Directions =
Go through the listing and state how many lines hold the string "than". Nothing else is needed.
Record set Start Marker
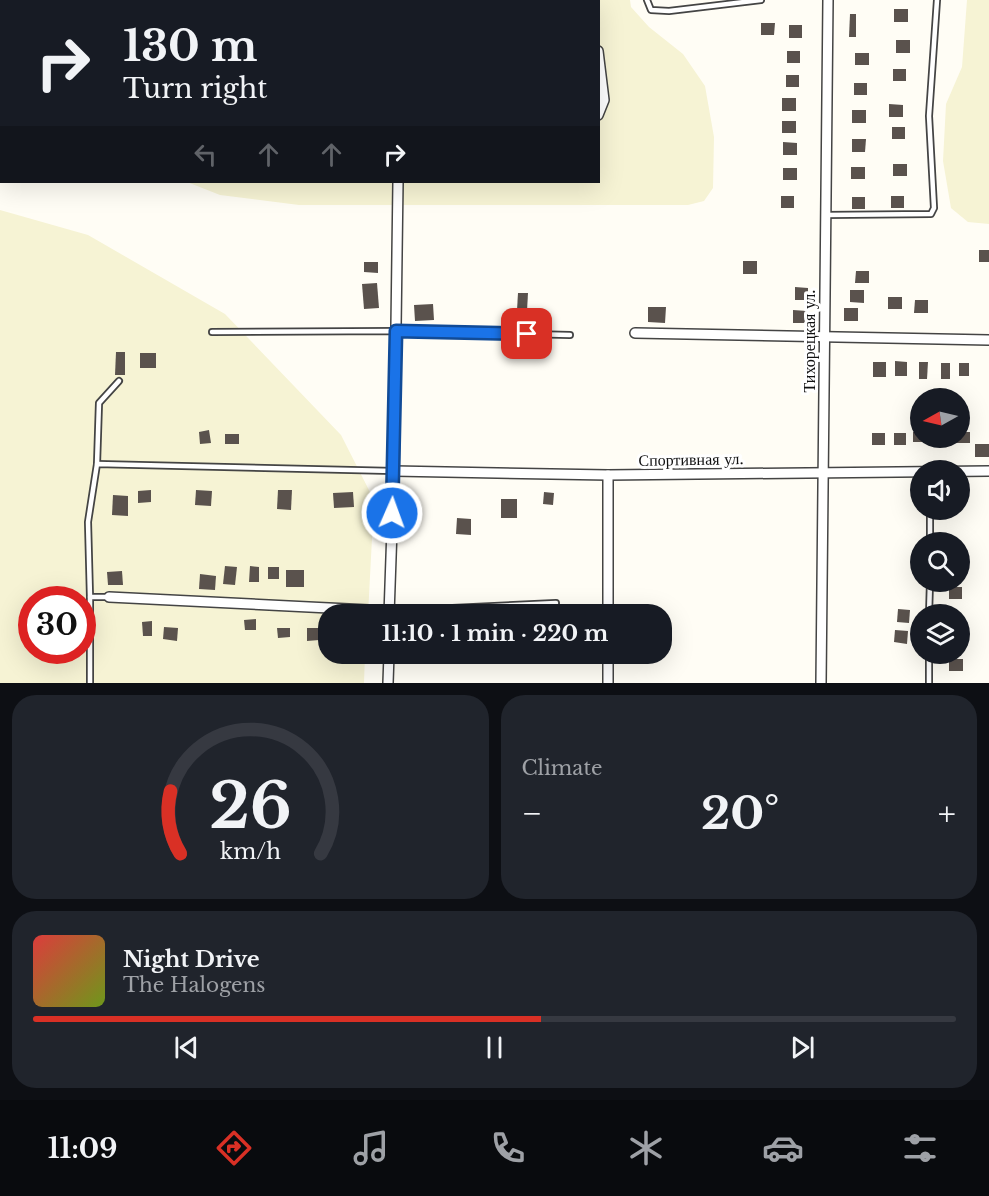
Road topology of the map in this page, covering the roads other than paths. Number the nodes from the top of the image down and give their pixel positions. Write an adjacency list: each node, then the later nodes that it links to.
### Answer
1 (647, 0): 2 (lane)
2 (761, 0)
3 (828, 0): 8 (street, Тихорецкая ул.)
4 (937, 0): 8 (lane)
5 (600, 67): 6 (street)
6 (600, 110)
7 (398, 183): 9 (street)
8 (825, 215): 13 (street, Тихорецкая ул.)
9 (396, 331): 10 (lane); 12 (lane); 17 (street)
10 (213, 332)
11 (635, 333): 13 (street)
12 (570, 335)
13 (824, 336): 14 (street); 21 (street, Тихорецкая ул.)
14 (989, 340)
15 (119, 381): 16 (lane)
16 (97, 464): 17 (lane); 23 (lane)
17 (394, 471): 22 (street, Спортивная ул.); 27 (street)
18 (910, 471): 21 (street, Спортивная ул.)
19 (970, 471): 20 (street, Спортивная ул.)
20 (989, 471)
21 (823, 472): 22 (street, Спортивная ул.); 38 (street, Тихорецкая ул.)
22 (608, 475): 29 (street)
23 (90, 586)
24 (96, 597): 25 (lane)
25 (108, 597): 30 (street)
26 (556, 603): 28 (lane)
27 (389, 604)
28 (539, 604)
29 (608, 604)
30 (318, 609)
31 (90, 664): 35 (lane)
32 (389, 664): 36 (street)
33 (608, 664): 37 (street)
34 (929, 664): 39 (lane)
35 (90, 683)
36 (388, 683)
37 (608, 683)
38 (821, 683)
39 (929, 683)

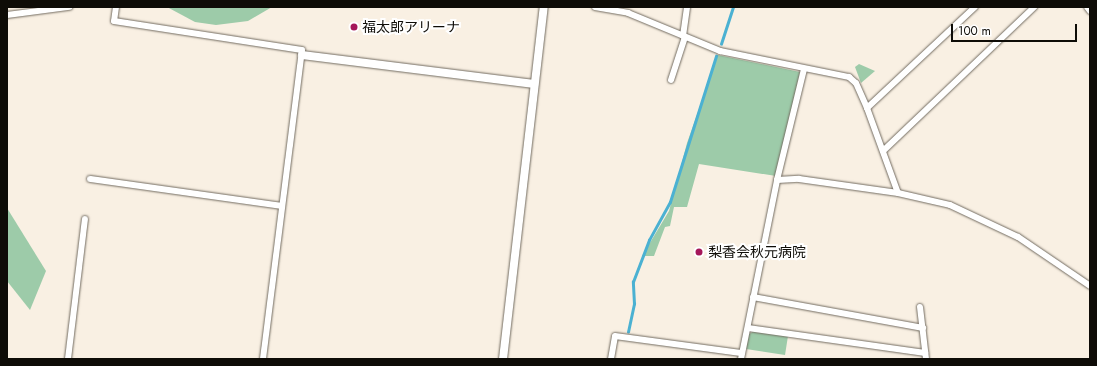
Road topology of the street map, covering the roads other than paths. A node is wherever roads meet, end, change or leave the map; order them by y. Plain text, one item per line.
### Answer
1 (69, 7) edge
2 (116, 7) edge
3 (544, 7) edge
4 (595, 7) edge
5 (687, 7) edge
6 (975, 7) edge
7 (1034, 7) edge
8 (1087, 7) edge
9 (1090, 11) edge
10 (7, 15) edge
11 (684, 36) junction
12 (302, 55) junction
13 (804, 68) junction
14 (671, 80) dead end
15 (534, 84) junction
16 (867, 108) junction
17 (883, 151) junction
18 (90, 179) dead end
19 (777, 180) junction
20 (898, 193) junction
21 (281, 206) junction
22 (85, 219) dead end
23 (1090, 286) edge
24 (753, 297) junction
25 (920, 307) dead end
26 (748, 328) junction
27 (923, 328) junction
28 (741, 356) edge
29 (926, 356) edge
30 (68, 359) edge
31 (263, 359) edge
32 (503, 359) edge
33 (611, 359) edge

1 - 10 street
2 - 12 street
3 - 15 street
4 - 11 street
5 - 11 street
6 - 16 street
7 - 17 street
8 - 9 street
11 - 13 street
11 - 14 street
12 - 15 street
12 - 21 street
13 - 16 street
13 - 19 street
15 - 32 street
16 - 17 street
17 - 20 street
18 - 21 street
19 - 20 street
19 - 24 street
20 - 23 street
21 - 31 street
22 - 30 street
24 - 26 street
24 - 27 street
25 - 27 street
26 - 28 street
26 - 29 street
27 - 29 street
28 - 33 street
Record set End Marker
Answer space =
2